Mental Care IT? Congress Shrinks.

A bill making mental-health providers eligible for federal health IT "meaningful use" incentives likely will have rough going in Congress, according to a report published today by the Center for Public Integrity.

Mental health providers -- including clinical psychologists and social workers, psychiatric hospitals and substance-abuse treatment centers -- were excluded from the 2009 Health Information Technology for Economic and Clinical Health (HITECH) Act, in part to reduce costs from the $50 billion originally proposed. The act, part of the stimulus bill, commits $27 billion in Medicaid and Medicare incentives to hospitals and most types of medical practices for implementing electronic health records. In addition to behavioral-health providers, HITECH funding also excludes long-term care providers, rehabilitation centers and cancer centers, among others.

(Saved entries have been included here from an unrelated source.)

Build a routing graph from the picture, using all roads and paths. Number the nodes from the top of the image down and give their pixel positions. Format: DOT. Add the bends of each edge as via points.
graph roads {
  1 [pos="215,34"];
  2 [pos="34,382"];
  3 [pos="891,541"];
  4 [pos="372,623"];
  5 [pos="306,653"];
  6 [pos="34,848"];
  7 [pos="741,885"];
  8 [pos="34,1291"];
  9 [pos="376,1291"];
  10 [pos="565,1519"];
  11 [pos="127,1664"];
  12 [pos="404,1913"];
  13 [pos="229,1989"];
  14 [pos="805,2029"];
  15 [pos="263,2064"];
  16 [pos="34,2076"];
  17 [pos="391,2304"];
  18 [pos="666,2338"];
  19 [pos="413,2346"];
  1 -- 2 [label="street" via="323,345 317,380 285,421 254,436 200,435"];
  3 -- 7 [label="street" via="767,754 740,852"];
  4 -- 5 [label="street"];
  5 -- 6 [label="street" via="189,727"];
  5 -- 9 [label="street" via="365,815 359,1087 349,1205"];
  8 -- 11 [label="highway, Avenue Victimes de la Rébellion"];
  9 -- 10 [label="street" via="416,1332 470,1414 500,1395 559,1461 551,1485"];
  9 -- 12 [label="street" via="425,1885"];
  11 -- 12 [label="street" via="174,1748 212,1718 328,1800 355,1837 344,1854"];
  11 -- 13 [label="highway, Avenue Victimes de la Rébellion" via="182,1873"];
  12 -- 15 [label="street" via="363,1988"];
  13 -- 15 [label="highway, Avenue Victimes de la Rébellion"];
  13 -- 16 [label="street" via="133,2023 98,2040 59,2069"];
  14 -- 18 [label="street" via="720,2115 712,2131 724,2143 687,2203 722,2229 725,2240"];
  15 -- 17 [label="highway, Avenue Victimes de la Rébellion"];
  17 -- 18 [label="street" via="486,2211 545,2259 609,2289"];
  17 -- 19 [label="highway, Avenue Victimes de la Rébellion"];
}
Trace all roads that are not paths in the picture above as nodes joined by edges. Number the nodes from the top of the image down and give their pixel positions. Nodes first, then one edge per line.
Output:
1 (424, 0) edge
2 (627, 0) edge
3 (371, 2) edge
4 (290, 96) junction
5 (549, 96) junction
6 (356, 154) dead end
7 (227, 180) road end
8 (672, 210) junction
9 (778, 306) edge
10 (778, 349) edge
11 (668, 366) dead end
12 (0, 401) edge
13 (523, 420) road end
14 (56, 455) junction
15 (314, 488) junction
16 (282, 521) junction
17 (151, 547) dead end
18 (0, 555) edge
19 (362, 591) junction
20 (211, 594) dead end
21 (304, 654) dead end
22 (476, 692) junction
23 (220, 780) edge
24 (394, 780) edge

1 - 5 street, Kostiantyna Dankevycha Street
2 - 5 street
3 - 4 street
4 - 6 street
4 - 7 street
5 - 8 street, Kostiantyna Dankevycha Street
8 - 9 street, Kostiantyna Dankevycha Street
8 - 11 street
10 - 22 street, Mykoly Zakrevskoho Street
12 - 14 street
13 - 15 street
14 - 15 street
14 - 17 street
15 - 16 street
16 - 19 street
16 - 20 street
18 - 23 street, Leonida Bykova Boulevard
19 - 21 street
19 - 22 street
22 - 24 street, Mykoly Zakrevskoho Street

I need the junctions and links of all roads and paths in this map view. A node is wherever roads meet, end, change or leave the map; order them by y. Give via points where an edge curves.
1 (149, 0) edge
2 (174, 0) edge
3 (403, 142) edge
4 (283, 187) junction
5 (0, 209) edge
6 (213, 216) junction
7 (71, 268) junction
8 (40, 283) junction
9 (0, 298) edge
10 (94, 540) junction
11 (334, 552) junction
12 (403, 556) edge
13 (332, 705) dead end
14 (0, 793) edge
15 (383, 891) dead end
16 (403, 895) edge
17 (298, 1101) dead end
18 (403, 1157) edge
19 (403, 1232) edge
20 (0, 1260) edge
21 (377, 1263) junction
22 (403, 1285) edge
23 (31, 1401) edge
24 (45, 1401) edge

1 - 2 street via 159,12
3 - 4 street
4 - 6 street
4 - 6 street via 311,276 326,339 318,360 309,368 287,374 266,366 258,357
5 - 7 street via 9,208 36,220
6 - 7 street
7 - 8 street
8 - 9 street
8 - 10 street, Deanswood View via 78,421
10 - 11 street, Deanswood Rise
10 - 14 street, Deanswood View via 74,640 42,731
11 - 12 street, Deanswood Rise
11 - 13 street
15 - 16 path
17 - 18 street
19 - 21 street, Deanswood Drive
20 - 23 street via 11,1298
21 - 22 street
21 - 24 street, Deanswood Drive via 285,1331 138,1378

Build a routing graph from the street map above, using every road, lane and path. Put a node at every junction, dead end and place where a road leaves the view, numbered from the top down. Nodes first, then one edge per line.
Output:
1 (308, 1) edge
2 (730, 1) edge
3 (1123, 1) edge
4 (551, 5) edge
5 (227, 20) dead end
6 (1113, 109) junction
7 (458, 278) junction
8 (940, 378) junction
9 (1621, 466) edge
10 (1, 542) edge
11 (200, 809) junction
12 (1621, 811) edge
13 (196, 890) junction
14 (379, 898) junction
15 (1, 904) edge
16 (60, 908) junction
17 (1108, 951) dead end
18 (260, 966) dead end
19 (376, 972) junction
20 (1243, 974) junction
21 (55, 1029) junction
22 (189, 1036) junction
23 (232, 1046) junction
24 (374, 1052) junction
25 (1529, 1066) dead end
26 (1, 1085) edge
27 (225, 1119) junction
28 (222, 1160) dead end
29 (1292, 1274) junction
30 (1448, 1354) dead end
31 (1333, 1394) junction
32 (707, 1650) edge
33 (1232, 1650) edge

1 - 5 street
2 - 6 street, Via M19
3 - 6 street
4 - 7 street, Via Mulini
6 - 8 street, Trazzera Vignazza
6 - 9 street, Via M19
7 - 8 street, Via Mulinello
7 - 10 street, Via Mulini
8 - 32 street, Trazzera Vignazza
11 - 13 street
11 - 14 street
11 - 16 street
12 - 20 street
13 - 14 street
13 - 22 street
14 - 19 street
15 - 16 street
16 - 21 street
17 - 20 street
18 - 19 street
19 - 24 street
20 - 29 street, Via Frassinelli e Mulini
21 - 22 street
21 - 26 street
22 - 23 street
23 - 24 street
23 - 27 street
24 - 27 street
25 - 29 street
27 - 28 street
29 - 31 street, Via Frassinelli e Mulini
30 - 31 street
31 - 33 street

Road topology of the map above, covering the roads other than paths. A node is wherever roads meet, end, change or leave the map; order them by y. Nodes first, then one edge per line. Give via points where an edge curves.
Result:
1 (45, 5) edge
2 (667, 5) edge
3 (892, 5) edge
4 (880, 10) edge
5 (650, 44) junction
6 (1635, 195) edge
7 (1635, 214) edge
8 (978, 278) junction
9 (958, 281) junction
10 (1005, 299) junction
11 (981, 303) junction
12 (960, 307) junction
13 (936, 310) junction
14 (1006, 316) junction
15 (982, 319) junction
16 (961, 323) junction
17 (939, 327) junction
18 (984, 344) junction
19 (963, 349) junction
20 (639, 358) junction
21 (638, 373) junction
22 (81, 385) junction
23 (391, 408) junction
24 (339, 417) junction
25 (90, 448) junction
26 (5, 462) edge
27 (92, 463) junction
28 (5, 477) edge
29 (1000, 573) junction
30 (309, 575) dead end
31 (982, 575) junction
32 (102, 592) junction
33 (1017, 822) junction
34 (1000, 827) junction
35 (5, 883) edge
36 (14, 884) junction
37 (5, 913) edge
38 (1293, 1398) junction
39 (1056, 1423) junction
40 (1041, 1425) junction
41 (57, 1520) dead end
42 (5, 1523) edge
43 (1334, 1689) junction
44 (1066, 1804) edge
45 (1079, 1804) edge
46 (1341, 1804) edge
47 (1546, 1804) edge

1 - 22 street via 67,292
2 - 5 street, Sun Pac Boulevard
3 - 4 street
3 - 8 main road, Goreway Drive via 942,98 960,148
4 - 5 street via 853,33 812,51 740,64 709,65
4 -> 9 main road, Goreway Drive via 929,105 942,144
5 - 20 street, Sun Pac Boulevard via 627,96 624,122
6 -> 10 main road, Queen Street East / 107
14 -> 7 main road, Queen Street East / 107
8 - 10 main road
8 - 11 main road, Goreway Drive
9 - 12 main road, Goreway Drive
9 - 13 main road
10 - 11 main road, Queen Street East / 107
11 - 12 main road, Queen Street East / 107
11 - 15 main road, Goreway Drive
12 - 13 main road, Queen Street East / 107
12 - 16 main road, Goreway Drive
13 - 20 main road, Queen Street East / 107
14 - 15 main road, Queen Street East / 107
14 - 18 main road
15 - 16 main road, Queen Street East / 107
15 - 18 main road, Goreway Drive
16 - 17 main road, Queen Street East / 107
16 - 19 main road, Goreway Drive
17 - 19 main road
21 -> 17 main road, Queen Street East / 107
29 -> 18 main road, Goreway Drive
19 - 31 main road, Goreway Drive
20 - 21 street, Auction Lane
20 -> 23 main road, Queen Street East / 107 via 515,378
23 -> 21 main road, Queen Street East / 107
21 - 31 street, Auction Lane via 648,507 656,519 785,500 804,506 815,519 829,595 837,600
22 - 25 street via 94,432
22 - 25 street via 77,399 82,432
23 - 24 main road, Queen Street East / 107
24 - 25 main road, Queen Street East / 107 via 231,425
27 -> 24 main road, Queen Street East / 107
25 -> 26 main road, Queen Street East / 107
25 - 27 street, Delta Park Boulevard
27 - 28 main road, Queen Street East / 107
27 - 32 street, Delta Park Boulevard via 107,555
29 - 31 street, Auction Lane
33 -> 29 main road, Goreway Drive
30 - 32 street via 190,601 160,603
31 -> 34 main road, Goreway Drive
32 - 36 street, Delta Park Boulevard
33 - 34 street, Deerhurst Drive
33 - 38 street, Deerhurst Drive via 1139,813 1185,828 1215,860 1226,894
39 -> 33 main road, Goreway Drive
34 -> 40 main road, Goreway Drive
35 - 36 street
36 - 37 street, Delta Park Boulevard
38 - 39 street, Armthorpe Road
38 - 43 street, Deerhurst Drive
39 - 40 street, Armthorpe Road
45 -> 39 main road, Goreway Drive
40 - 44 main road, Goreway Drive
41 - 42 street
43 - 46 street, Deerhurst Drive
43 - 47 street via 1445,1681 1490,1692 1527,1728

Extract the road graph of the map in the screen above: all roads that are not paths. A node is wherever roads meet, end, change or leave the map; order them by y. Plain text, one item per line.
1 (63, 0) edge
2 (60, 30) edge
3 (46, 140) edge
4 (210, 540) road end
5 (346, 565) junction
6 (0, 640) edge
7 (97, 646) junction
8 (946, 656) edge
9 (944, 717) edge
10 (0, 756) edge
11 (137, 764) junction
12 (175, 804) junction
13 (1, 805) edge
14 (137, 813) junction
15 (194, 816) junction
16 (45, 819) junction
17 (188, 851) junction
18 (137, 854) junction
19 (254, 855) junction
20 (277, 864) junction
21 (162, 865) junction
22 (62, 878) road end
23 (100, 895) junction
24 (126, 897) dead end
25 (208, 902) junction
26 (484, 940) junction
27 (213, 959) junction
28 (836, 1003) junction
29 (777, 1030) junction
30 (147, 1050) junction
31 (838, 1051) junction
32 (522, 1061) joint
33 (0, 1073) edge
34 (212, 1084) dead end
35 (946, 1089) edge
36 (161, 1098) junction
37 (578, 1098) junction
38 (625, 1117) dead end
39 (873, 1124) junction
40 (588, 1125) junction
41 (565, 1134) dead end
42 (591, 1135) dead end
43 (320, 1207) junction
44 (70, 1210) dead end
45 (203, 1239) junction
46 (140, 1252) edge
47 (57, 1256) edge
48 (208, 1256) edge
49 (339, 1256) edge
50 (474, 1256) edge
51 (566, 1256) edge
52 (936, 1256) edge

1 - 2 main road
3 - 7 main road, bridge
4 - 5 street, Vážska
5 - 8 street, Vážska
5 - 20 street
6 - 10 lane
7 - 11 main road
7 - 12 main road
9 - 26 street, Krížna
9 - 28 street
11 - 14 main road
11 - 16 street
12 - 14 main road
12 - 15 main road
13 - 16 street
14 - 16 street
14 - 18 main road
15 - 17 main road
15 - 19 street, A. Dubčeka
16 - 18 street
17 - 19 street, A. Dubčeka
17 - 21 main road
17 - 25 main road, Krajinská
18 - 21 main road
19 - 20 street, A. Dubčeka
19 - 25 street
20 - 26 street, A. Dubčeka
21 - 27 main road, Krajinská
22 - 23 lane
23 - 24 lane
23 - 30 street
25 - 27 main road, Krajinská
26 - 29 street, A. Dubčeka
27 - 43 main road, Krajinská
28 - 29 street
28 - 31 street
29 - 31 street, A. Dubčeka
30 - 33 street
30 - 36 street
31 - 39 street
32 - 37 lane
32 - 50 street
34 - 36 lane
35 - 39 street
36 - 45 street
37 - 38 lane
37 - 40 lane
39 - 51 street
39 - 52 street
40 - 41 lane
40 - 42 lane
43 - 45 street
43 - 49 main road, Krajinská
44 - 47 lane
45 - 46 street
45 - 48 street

The Behavioral Health Information Technology Act, introduced earlier this month by Sen. Sheldon Whitehouse, D-R.I., has been referred to the Senate Committee on Finance, according to the article. The question is whether the Republican-controlled Congress will be willing to appropriate the money. A similar bill introduced last year never made it out of committee. Nor did the House version, authored by then-Rep. Patrick Kennedy, also a Rhode Island Democrat.

Health IT is popular with Congress, but stimulus funding is not, Brian Darling, director of government studies at the Heritage Foundation, says in the article.

A behavioral-health industry lobbyist tells the center that if the bill fails to pass this time, lawmakers could fold it into another Medicare measure at the end of the year.